Nearly 165 years after opening to citywide fanfare, the High Bridge is one step closer to regaining its former prominence—though not, some say, its former beauty. In a public hearing on April 5, the New York City Landmarks Preservation Commission (LPC) considered an application to rehabilitate and reopen the city’s oldest existing bridge, which was built in 1848 to extend the Old Croton Aqueduct across the Harlem River. Following its construction, the High Bridge quickly became a popular attraction for New York City residents who thronged to promenade across its scenic span. The bridge was celebrated for decades as a vital link between the Bronx and Manhattan and a picturesque symbol of the aqueduct’s role in bringing water to the city. Although declared a city landmark in 1970, the bridge was closed to the public soon afterward and currently lies in disrepair behind locked doors and barbed wire.

The rehabilitation design stems from the New York City Department of Parks and Recreation’s 2006 announcement that the High Bridge would reopen as part of the PlaNYC initiative. At the LPC hearing, members of the design team offered a history of the structure as the context for their proposal. As Meisha Hunter, a senior preservationist at Li/Saltzman Architects, emphasized, “This bridge has been inextricably linked with a history of modification and change,” most notably the 1928 replacement of five of its masonry arches with a single steel arch to facilitate navigation of the Harlem River. It will also join two other recent and well-received elevated walkways in the area—New York’s High Line and Walkway Over Hudson in Poughkeepsie.

 

Plans for the new project, due for completion in 2013, include a physical restoration and the installation of access ramps, viewing platforms, and lighting. For many community members, the major point of contention is an eight-foot cable mesh fence that would run the bridge’s span. The design team defended the fence as necessary for public safety and crime prevention, primarily by preventing people from jumping or throwing objects from the bridge. However, opponents believe this addition would be unnecessarily tall, and fear it would overwhelm the bridge’s historic appearance and spoil its river views.

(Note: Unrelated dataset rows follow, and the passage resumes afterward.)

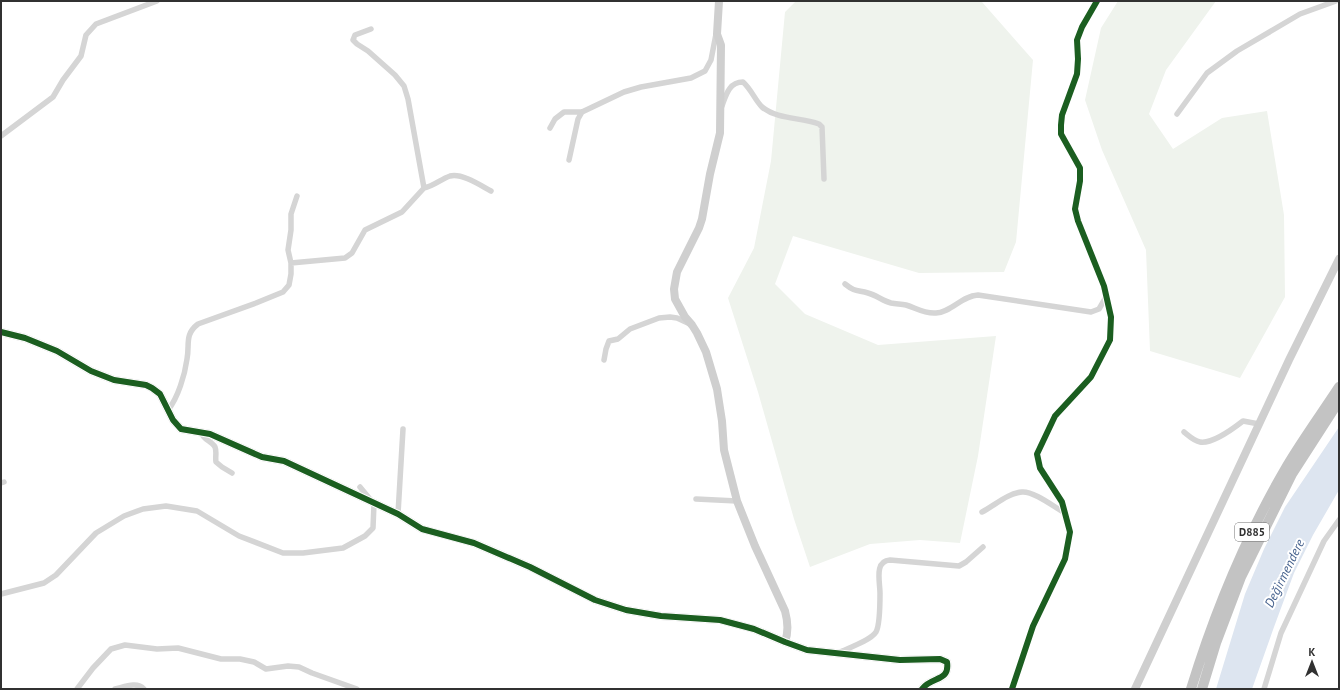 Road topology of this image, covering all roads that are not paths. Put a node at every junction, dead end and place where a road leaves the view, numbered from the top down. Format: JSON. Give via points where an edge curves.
{"nodes":[{"id":1,"x":158,"y":1,"type":"edge"},
{"id":2,"x":719,"y":1,"type":"edge"},
{"id":3,"x":1097,"y":1,"type":"edge"},
{"id":4,"x":1336,"y":1,"type":"edge"},
{"id":5,"x":371,"y":29,"type":"dead end"},
{"id":6,"x":716,"y":34,"type":"junction"},
{"id":7,"x":721,"y":110,"type":"junction"},
{"id":8,"x":582,"y":112,"type":"junction"},
{"id":9,"x":1176,"y":114,"type":"dead end"},
{"id":10,"x":550,"y":128,"type":"dead end"},
{"id":11,"x":1,"y":136,"type":"edge"},
{"id":12,"x":569,"y":160,"type":"dead end"},
{"id":13,"x":824,"y":179,"type":"dead end"},
{"id":14,"x":424,"y":188,"type":"junction"},
{"id":15,"x":491,"y":191,"type":"dead end"},
{"id":16,"x":297,"y":196,"type":"dead end"},
{"id":17,"x":1339,"y":259,"type":"edge"},
{"id":18,"x":291,"y":263,"type":"junction"},
{"id":19,"x":845,"y":284,"type":"dead end"},
{"id":20,"x":1106,"y":297,"type":"junction"},
{"id":21,"x":692,"y":325,"type":"junction"},
{"id":22,"x":1,"y":332,"type":"edge"},
{"id":23,"x":604,"y":360,"type":"dead end"},
{"id":24,"x":1339,"y":387,"type":"edge"},
{"id":25,"x":1339,"y":401,"type":"edge"},
{"id":26,"x":168,"y":410,"type":"junction"},
{"id":27,"x":1259,"y":424,"type":"junction"},
{"id":28,"x":403,"y":429,"type":"dead end"},
{"id":29,"x":201,"y":432,"type":"junction"},
{"id":30,"x":1184,"y":432,"type":"dead end"},
{"id":31,"x":232,"y":473,"type":"dead end"},
{"id":32,"x":360,"y":487,"type":"dead end"},
{"id":33,"x":696,"y":499,"type":"dead end"},
{"id":34,"x":737,"y":501,"type":"junction"},
{"id":35,"x":374,"y":504,"type":"junction"},
{"id":36,"x":982,"y":512,"type":"dead end"},
{"id":37,"x":1065,"y":513,"type":"junction"},
{"id":38,"x":398,"y":514,"type":"junction"},
{"id":39,"x":1339,"y":520,"type":"edge"},
{"id":40,"x":983,"y":547,"type":"dead end"},
{"id":41,"x":1,"y":594,"type":"edge"},
{"id":42,"x":785,"y":642,"type":"junction"},
{"id":43,"x":838,"y":653,"type":"junction"},
{"id":44,"x":77,"y":689,"type":"edge"},
{"id":45,"x":116,"y":689,"type":"edge"},
{"id":46,"x":144,"y":689,"type":"edge"},
{"id":47,"x":357,"y":689,"type":"edge"},
{"id":48,"x":922,"y":689,"type":"edge"},
{"id":49,"x":1012,"y":689,"type":"edge"},
{"id":50,"x":1135,"y":689,"type":"edge"},
{"id":51,"x":1191,"y":689,"type":"edge"},
{"id":52,"x":1202,"y":689,"type":"edge"},
{"id":53,"x":1264,"y":689,"type":"edge"}],
"edges":[{"from":1,"to":11,"type":"street","via":[[96,24],[86,34],[81,56],[53,97]]},
{"from":2,"to":6,"type":"street"},
{"from":3,"to":20,"type":"street","via":[[1077,40],[1077,74],[1062,115],[1061,134],[1080,168],[1075,209]]},
{"from":4,"to":9,"type":"street","via":[[1300,14],[1231,56],[1207,73]]},
{"from":5,"to":14,"type":"street","via":[[356,35],[353,40],[395,74],[404,86]]},
{"from":6,"to":7,"type":"street","via":[[721,45]]},
{"from":6,"to":8,"type":"street","via":[[711,60],[705,71],[691,78],[624,92]]},
{"from":7,"to":13,"type":"street","via":[[728,90],[733,84],[743,82],[761,106],[770,112],[819,124],[822,127]]},
{"from":7,"to":21,"type":"street","via":[[720,133],[702,219],[675,280],[675,299]]},
{"from":8,"to":10,"type":"street","via":[[564,112],[555,119]]},
{"from":8,"to":12,"type":"street","via":[[578,119]]},
{"from":14,"to":15,"type":"street","via":[[449,176],[456,176],[469,179]]},
{"from":14,"to":18,"type":"street","via":[[402,212],[364,230],[352,253],[345,258]]},
{"from":16,"to":18,"type":"street","via":[[291,214],[288,250]]},
{"from":17,"to":27,"type":"street"},
{"from":18,"to":26,"type":"street","via":[[289,285],[283,292],[198,324],[190,331],[186,368],[175,399]]},
{"from":19,"to":20,"type":"street","via":[[854,291],[869,293],[891,303],[936,313],[949,309],[970,295],[1091,312],[1099,309]]},
{"from":20,"to":37,"type":"street","via":[[1111,317],[1110,340],[1091,377],[1055,416],[1037,454],[1040,468],[1062,502]]},
{"from":21,"to":23,"type":"street","via":[[670,317],[659,318],[630,329],[618,339],[609,341]]},
{"from":21,"to":34,"type":"street","via":[[706,352],[717,388],[724,450]]},
{"from":22,"to":26,"type":"street","via":[[25,338],[57,351],[114,380],[146,385],[160,394]]},
{"from":24,"to":51,"type":"highway","number":"D885","via":[[1288,466],[1256,524],[1227,586]]},
{"from":25,"to":52,"type":"highway","number":"D885","via":[[1292,474],[1241,577]]},
{"from":26,"to":29,"type":"street","via":[[181,429]]},
{"from":27,"to":30,"type":"street","via":[[1243,421],[1225,434],[1201,442]]},
{"from":27,"to":50,"type":"street"},
{"from":28,"to":38,"type":"street"},
{"from":29,"to":31,"type":"street","via":[[214,446],[216,462]]},
{"from":29,"to":35,"type":"street","via":[[262,457],[284,462]]},
{"from":32,"to":35,"type":"street"},
{"from":33,"to":34,"type":"street"},
{"from":34,"to":42,"type":"street","via":[[785,611],[788,633]]},
{"from":35,"to":38,"type":"street"},
{"from":35,"to":41,"type":"street","via":[[373,528],[365,536],[344,548],[303,553],[283,553],[239,536],[197,511],[166,506],[143,509],[124,516],[96,533],[56,575],[44,583]]},
{"from":36,"to":37,"type":"street","via":[[1022,492],[1033,494]]},
{"from":37,"to":49,"type":"street","via":[[1070,532],[1065,559],[1033,626]]},
{"from":38,"to":42,"type":"street","via":[[422,529],[474,543],[530,567],[595,600],[626,610],[661,616],[720,620],[754,629]]},
{"from":39,"to":53,"type":"street","via":[[1324,542],[1281,633]]},
{"from":40,"to":43,"type":"street","via":[[959,566],[886,560],[881,564],[878,573],[880,593],[876,633]]},
{"from":42,"to":43,"type":"street","via":[[807,650]]},
{"from":43,"to":48,"type":"street","via":[[900,660],[940,659],[947,662],[948,669],[944,676],[926,684]]},
{"from":44,"to":47,"type":"street","via":[[111,648],[125,644],[157,649],[178,648],[221,659],[254,662],[266,669],[299,667]]},
{"from":45,"to":46,"type":"street","via":[[132,685],[142,686]]}]} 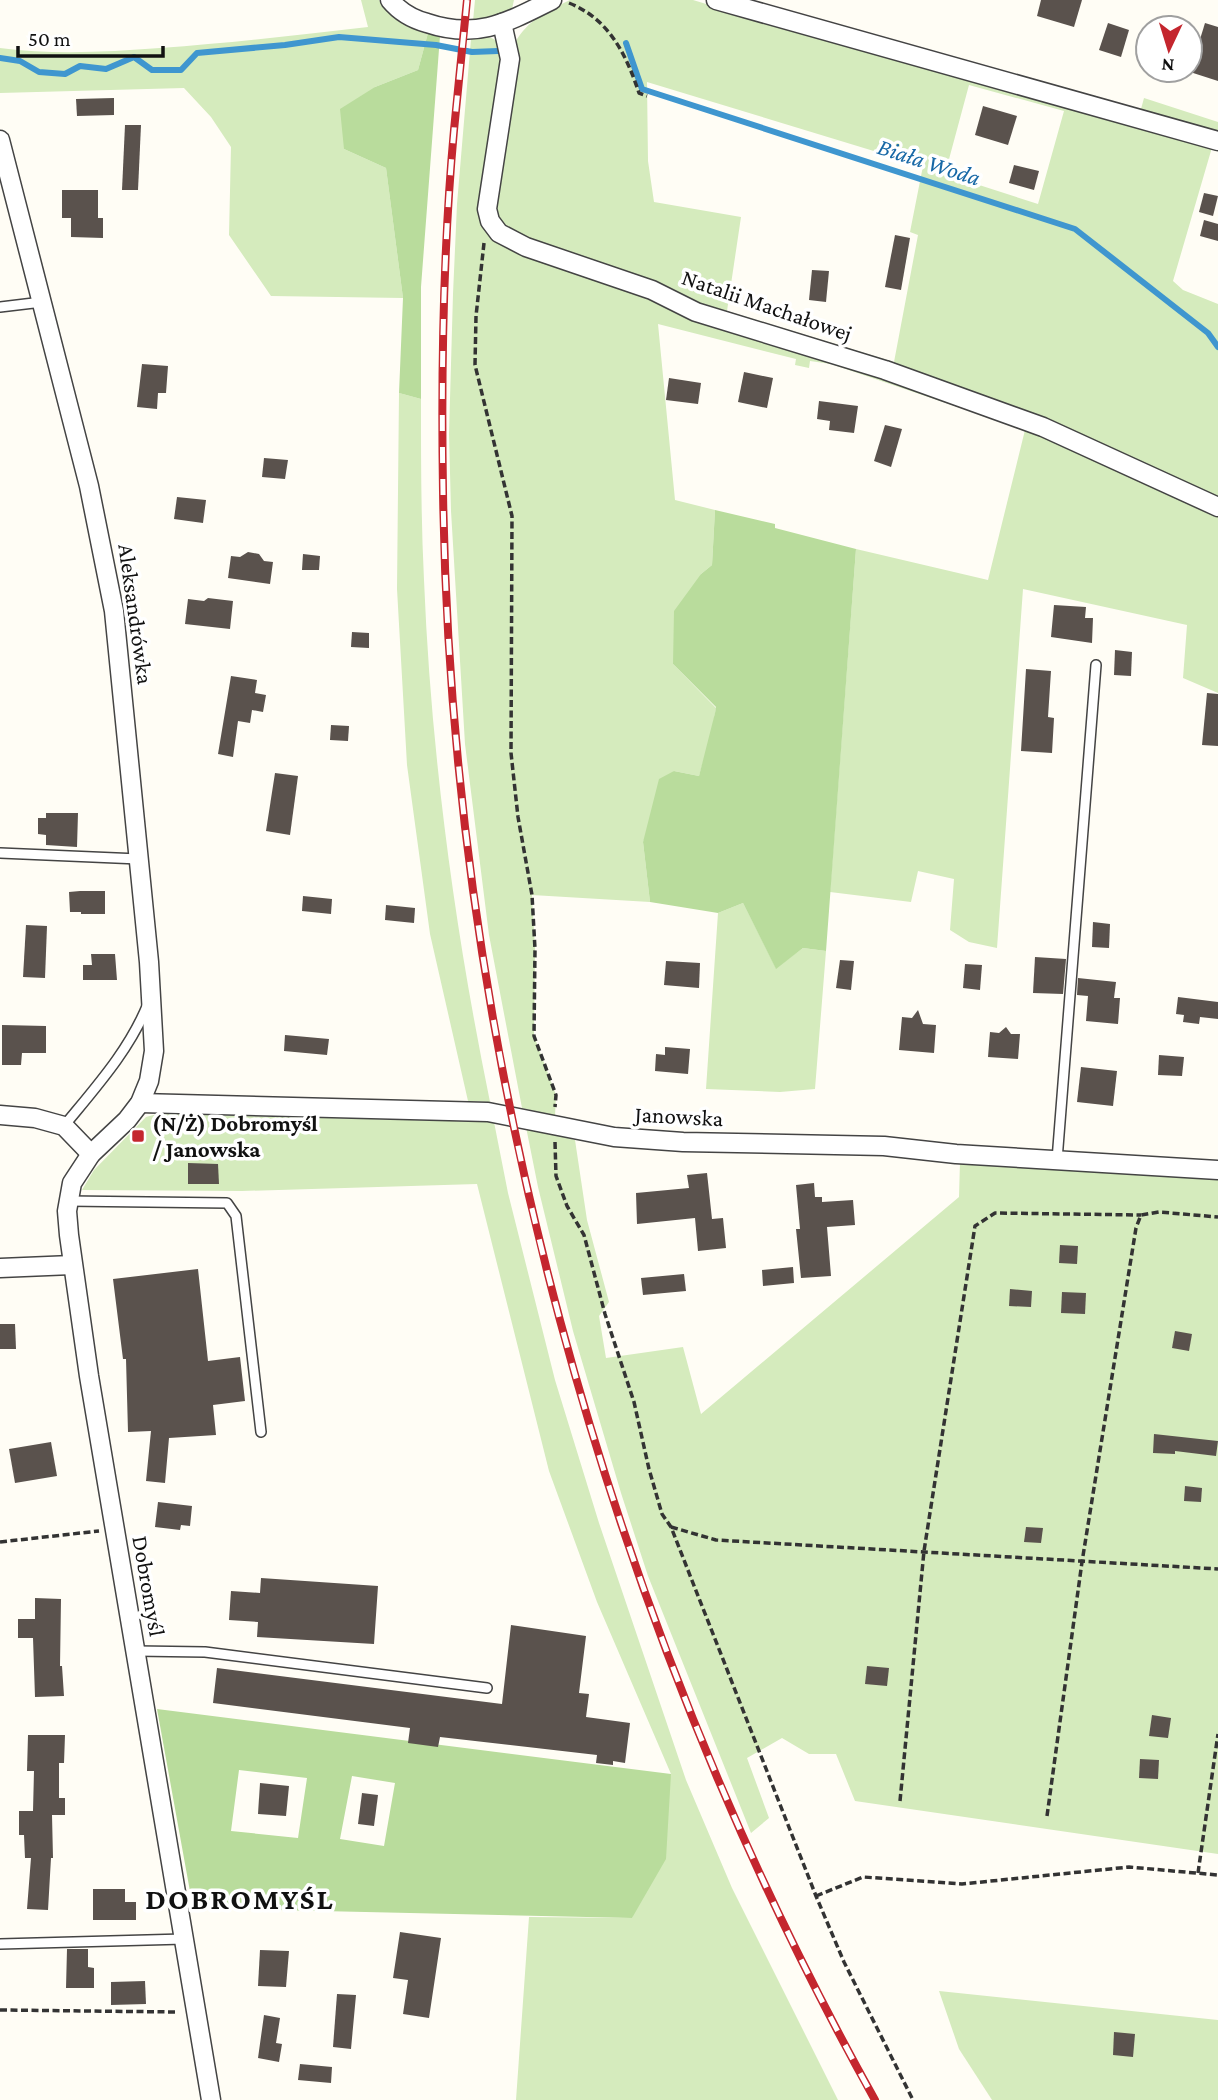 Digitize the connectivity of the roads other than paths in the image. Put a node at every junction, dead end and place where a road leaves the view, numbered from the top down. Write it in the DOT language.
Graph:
graph roads {
  1 [pos="390,0"];
  2 [pos="552,0"];
  3 [pos="716,0"];
  4 [pos="502,23"];
  5 [pos="0,140"];
  6 [pos="1218,141"];
  7 [pos="42,302"];
  8 [pos="0,307"];
  9 [pos="1218,507"];
  10 [pos="1096,665"];
  11 [pos="0,853"];
  12 [pos="139,859"];
  13 [pos="152,993"];
  14 [pos="140,1103"];
  15 [pos="0,1115"];
  16 [pos="64,1126"];
  17 [pos="91,1154"];
  18 [pos="1057,1160"];
  19 [pos="1218,1170"];
  20 [pos="68,1201"];
  21 [pos="72,1265"];
  22 [pos="0,1268"];
  23 [pos="261,1432"];
  24 [pos="136,1651"];
  25 [pos="486,1688"];
  26 [pos="184,1939"];
  27 [pos="0,1944"];
  28 [pos="211,2100"];
  1 -- 4 [label="street"];
  2 -- 4 [label="street"];
  3 -- 6 [label="street"];
  4 -- 9 [label="street, Natalii Machałowej"];
  5 -- 7 [label="street, Aleksandrówka"];
  7 -- 8 [label="lane"];
  7 -- 12 [label="street, Aleksandrówka"];
  10 -- 18 [label="lane"];
  11 -- 12 [label="lane"];
  12 -- 13 [label="street, Aleksandrówka"];
  13 -- 14 [label="street, Aleksandrówka"];
  13 -- 16 [label="lane"];
  14 -- 17 [label="street, Dobromyśl"];
  14 -- 18 [label="street, Janowska"];
  15 -- 16 [label="street"];
  16 -- 17 [label="street"];
  17 -- 20 [label="street, Dobromyśl"];
  18 -- 19 [label="street, Janowska"];
  20 -- 21 [label="street, Dobromyśl"];
  20 -- 23 [label="lane"];
  21 -- 22 [label="street"];
  21 -- 24 [label="street, Dobromyśl"];
  24 -- 25 [label="lane"];
  24 -- 26 [label="street, Dobromyśl"];
  26 -- 27 [label="lane"];
  26 -- 28 [label="street, Dobromyśl"];
}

Several community representatives attending the hearing spoke against this element of the design, which Ebenezer Smith, district manager of Community Board 12, declared “insulting.” Rather than preventing misconduct, he said, the fence would alienate tourists by inadvertently suggesting the presence of criminal activity.

Charlotte Fahn, a member of Friends of the Old Croton Aqueduct (FOCA), agreed. “The best way to have security on this bridge is to draw more people,” noting that the best way to draw more people “is to have great unimpeded views,” she testified.

While several commissioners expressed similar concerns, the general consensus of the LPC was that the fence’s potential reversibility makes up for any perceived shortcomings, and the priority should be reopening the bridge as soon as possible. Ultimately, the LPC approved the plans with a vote of seven to one.

For Robert Kornfeld, an architect who testified on behalf of FOCA and the Historic Districts Council for the High Bridge plans, the hearing was bittersweet. “We’re a hundred percent for this project. No one’s trying to bog it down,” he said, but he was “surprised” that the LPC was not willing to consider tweaking the fence design for the sake of preserving the views that once drew crowds to the bridge. “After all the work we’ve done to advocate, it’d really be a shame to see it desecrated in order to make it accessible.”